Restent en commun entre le père et la fille des expressions comme "peuple français", "nationalité française" (multipliés par dix chez Marine), immigration massive, souveraineté nationale. Apparait de plus chez la fille un discours social et économique, absent chez le père, qui d'après le chercheur reflète surtout un opportunisme politique, puisqu'il disparait après les élections. On retrouve également des expressions liées au contexte, comme "mondialisation sauvage" ou "islam radical".
L'auteur relève également chez Marine Le Pen ce qu'il appelle des "thèmes dévoyés". Celui de la laïcité, par exemple, récupéré de la gauche qui a dû l'abandonner en raison de son électorat comprenant un fort taux d'immigrés. Marine Le Pen le conçoit comme un instrument anti-immigré, essentiellement antimusulman. Elle l'assimile à la défense de la société française avant l'arrivée de l'islam (puisqu'elle ne critique ni le christianisme ni le judaïsme). Par ailleurs, son discours rappelle la catholicité, et est émaillé d'expressions évoquant les Evangiles ("la France est dans des temps obscurs" etc.)
Tous les thèmes traditionnels de l'extême-droite
Autre "thème dévoyé": celui de la liberté, lié ici à la souveraineté nationale. Chez Marine Le Pen, Les Français ne sont pas libres parce qu'ils ont perdu leur souveraineté nationale. Il ne s'agit jamais de liberté individuelle.
Que devient le Front National dans ce discours ? En dehors de l'absence de l'antisémitisme, il évolue peu. On retrouve dans le discours de Marine tous les thèmes de l'extrême-droite: l'âge d'or et le déclin, la trahison des élites, le "ni gauche ni droite" au profit d'une nation unie. La nation française qui relève de la conception biologique du père est peu à peu abandonnée au profit du "peuple français" dans ce discours populiste, qui fonctionne sur la peur: peur du chômage, du déclassement, de la perte d'identité. Dans un contexte de crise économique et identitaire profonde, il créé un système identitaire, de survie sociale et de réponse au risque potentiel, justifiant une limitation des libertés et des contre-pouvoirs (disparition du sénat, nouveaux syndicats, droit de manifester excluant les thèmes abordés lors de la campagne, lorsque le peuple aura tranché).

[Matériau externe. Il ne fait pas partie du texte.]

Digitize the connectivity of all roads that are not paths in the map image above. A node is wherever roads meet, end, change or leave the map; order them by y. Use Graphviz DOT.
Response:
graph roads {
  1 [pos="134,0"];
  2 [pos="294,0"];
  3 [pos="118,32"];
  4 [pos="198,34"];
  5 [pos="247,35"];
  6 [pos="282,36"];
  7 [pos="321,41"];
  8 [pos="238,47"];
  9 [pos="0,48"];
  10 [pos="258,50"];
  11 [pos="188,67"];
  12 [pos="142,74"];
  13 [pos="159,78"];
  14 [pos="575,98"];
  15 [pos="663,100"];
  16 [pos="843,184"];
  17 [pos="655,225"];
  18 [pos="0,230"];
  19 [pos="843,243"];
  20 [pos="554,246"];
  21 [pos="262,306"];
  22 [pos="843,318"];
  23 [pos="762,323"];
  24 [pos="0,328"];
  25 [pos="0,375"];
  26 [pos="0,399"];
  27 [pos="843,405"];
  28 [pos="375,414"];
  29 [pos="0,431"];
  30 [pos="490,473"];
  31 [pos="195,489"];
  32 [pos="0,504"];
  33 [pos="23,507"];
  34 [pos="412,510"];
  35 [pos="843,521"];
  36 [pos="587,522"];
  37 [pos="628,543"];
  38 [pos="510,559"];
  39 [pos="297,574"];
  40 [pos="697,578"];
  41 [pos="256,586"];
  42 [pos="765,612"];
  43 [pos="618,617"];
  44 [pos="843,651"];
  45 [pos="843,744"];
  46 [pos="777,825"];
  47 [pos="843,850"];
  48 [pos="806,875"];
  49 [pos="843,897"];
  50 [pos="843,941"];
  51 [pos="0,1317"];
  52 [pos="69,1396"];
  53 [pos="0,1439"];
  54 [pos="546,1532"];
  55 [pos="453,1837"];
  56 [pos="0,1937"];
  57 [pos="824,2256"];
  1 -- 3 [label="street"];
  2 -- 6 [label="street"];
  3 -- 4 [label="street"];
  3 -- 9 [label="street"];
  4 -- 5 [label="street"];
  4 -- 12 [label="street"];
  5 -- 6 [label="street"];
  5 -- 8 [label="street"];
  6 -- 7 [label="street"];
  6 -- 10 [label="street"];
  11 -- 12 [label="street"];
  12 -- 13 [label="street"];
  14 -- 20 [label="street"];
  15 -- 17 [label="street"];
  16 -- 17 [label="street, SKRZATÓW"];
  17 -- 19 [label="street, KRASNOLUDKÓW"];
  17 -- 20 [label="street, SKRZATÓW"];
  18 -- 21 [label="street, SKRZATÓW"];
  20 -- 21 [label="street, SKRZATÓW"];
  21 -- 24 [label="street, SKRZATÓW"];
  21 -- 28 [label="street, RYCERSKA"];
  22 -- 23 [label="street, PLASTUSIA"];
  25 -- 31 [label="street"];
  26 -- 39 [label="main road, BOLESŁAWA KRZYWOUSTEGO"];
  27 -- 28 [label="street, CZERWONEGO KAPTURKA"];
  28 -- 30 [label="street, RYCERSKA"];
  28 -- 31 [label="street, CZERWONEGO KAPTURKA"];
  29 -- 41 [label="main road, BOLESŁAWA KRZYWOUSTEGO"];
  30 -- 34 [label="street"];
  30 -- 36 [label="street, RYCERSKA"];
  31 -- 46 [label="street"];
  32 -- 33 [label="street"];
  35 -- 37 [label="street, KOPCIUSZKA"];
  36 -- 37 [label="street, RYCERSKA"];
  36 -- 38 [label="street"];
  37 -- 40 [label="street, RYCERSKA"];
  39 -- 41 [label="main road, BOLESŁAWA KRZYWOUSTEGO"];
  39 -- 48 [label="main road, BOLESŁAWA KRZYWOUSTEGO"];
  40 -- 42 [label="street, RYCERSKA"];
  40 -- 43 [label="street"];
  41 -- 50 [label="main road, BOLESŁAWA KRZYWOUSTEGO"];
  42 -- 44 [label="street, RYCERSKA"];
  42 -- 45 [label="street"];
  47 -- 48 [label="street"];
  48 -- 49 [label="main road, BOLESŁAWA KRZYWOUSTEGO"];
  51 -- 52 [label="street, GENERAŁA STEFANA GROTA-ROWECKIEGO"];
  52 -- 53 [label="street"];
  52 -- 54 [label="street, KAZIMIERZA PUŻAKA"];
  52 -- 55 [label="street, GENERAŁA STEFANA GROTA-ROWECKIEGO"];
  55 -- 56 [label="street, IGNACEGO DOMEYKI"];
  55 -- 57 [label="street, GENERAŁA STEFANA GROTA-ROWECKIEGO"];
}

En conclusion, pour l'auteur, il s'agit chez la fille du même discours, dit différemment et plus intelligemment que celui du père, mais dans lesquels les thèmes traditionnels de l'extrême-droite sont toujours présents. La stratégie rhétorique s'avère efficace, puisque 40% des Français se disent aujourd'hui favorables à un régime autoritaire, bien que, selon l'auteur, ils n'aient pas envie de tenter l'aventure non-démocratique, dont l'augure correspond aux signaux émis par le FN dans l'espace public. C'est pourquoi pense-t-il, la peur s'est inversée entre les deux tours des dernières élections. Il n'en reste pas moins que 13% du corps électoral vote Marine Le Pen, dont 40% des jeunes qui se déplacent pour exercer leur droit de vote.
Alduy, Cécile & Stéphane Wahnich. 2015. Marine Le Pen prise aux mots. Décryptage du nouveau discours frontiste (Paris : Seuil), 305 pages, ISBN : 978-202-117210-2.